Cerrahi prosedürler, kafa derisi kan akışını beyin yüzeyine yönlendirerek ve böylece beyin yarıküresindeki kan akışının ilerleyici kaybını önleyerek beyne kan akışını yeniden sağlamak için tasarlanmıştır. Moyamoya’yı tedavi etmek için önerilen birçok cerrahi prosedür vardır ve bunlar “dolaylı” ve “doğrudan” operasyonlar olarak adlandırılan operasyonlara bölünmüştür. 

Genellikle çocuklarda ve genç hastalarda gerçekleştirilen dolaylı prosedürler arasında pial sinanjiyoz, ensefalomiyosinanjiyoz (EMS), ensefaloduroarteriosinanjiyoz (EDAS), dural inversiyon ve diğer benzer varyantlar bulunur. Bu operasyonlar, kafa derisinden ve/veya beyni çevreleyen zarlardan gelen vaskülarize yapıların beyin yüzeyine yerleştirilmesini içerir; bu, çoğu moyamoya hastasında beyinde yeni kan damarlarının büyümesini teşvik eder. 

En yaygın doğrudan prosedür, kafa derisi kan damarı olan yüzeysel temporal arterin beyin yüzeyindeki orta serebral arter dalına doğrudan dikilmesini içerir. Her iki tipteki ameliyatın ardından uzun vadeli sonuçlar oldukça iyi olmuştur; hem pediatrik hem de yetişkin hastalardan oluşan yayınlanmış serilerde felçlerin uzun vadeli önlenmesi görülmüştür. Pediatrik felç için mevcut Amerikan İnme Derneği Kılavuzları, etkilenen çocuklarda cerrahi revaskülarizasyonun kullanımını desteklemektedir.

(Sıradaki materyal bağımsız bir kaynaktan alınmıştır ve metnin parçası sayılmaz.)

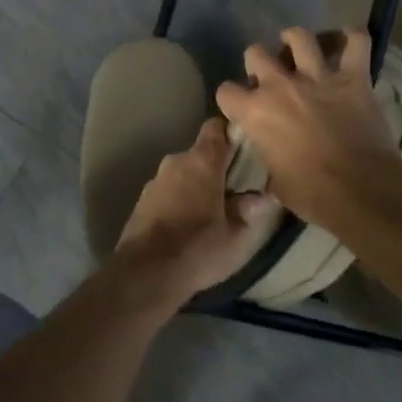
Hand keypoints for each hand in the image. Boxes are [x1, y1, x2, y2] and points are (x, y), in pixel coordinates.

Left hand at [112, 118, 272, 302]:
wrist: (146, 273)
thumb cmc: (198, 248)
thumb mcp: (236, 236)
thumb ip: (249, 211)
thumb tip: (260, 197)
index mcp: (202, 161)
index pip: (216, 127)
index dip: (230, 133)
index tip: (244, 150)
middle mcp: (175, 162)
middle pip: (200, 154)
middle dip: (216, 169)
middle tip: (234, 192)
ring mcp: (154, 181)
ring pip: (182, 174)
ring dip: (196, 186)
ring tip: (210, 213)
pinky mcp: (141, 201)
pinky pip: (167, 192)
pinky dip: (178, 201)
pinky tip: (186, 226)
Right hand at [214, 27, 401, 228]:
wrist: (360, 190)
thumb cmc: (312, 194)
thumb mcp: (275, 182)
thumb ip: (269, 159)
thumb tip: (273, 161)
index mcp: (255, 112)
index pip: (225, 91)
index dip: (231, 100)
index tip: (240, 109)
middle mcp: (280, 86)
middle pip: (255, 53)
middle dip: (257, 63)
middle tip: (269, 78)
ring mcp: (318, 77)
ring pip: (299, 37)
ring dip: (296, 40)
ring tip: (299, 48)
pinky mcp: (353, 78)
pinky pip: (356, 42)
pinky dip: (353, 38)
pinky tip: (349, 41)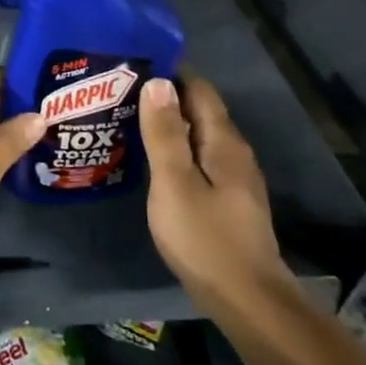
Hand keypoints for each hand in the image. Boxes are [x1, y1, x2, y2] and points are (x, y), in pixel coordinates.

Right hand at [139, 72, 294, 314]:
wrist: (246, 298)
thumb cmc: (204, 238)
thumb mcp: (174, 183)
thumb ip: (164, 134)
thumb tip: (157, 82)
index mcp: (223, 143)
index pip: (199, 90)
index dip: (169, 73)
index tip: (132, 66)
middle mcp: (234, 152)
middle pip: (200, 111)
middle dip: (164, 97)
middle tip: (119, 92)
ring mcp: (234, 177)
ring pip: (198, 136)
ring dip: (168, 124)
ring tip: (128, 119)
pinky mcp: (227, 199)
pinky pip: (198, 158)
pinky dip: (175, 149)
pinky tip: (151, 159)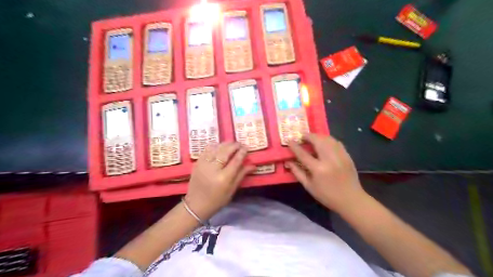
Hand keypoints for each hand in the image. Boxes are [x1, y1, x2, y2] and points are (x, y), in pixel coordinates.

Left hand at [185, 143, 253, 220]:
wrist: (196, 205)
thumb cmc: (217, 200)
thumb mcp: (232, 190)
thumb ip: (241, 175)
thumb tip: (253, 165)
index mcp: (224, 178)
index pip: (236, 160)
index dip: (242, 152)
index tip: (246, 147)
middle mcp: (213, 169)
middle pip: (226, 151)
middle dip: (234, 145)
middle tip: (240, 144)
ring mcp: (203, 164)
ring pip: (216, 148)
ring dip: (225, 144)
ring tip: (231, 144)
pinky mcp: (197, 163)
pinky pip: (207, 149)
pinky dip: (215, 146)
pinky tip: (220, 146)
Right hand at [286, 133, 364, 213]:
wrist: (351, 199)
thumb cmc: (327, 195)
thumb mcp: (309, 186)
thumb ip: (297, 172)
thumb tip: (288, 162)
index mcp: (318, 169)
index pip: (303, 154)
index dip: (295, 146)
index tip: (289, 140)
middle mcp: (329, 159)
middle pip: (317, 141)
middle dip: (308, 136)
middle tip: (302, 137)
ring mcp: (340, 156)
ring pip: (328, 139)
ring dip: (318, 136)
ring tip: (312, 138)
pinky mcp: (347, 156)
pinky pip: (336, 142)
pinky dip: (328, 140)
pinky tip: (324, 143)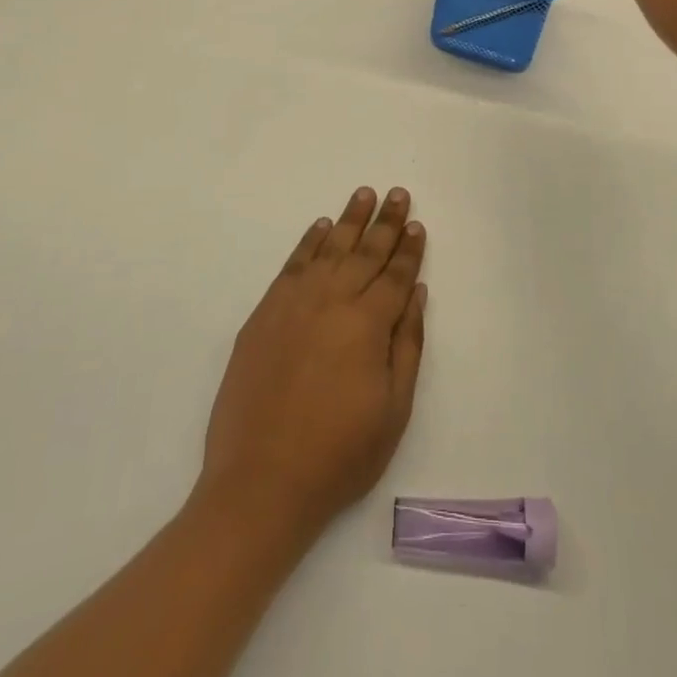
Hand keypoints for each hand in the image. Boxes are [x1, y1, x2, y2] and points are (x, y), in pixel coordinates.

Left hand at [198, 187, 427, 544]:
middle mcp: (333, 301)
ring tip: (364, 194)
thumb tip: (416, 292)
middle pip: (365, 251)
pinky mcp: (265, 313)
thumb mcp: (393, 410)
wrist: (260, 483)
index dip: (409, 249)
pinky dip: (309, 242)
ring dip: (349, 219)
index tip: (417, 224)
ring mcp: (294, 303)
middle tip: (397, 193)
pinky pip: (293, 265)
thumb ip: (407, 345)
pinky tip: (321, 227)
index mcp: (368, 324)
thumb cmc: (338, 455)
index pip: (395, 275)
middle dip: (385, 222)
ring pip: (329, 248)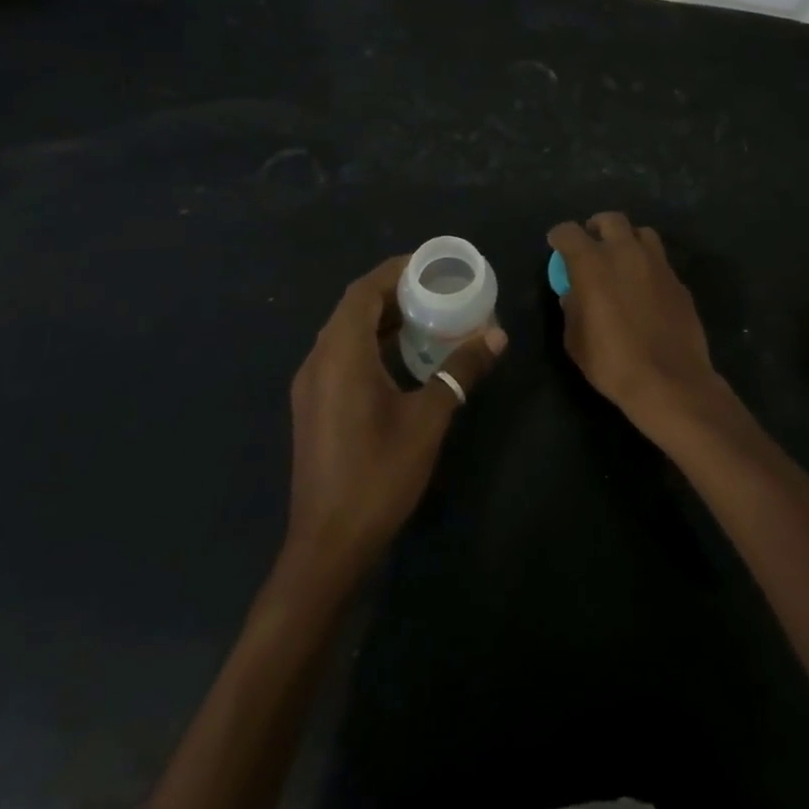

Daha da önemlisi, son veriler, başarılı bir cerrahi sonucu öngören en önemli faktörün, her yıl çok sayıda moyamoya hastasıyla ilgilenen bir merkezde tedavi görmek olduğunu göstermektedir. (Titsworth 2016) Her iki tip ameliyatın ardından uzun vadeli sonuçlar oldukça iyi olmuştur; hem pediatrik hem de yetişkin hastalardan oluşan yayınlanmış serilerde, başarılı bir şekilde doğum yapan ve doğum yapan hastaların onlarca yıllık takibi de dahil olmak üzere, felçlerin uzun vadeli önlenmesi görülmüştür.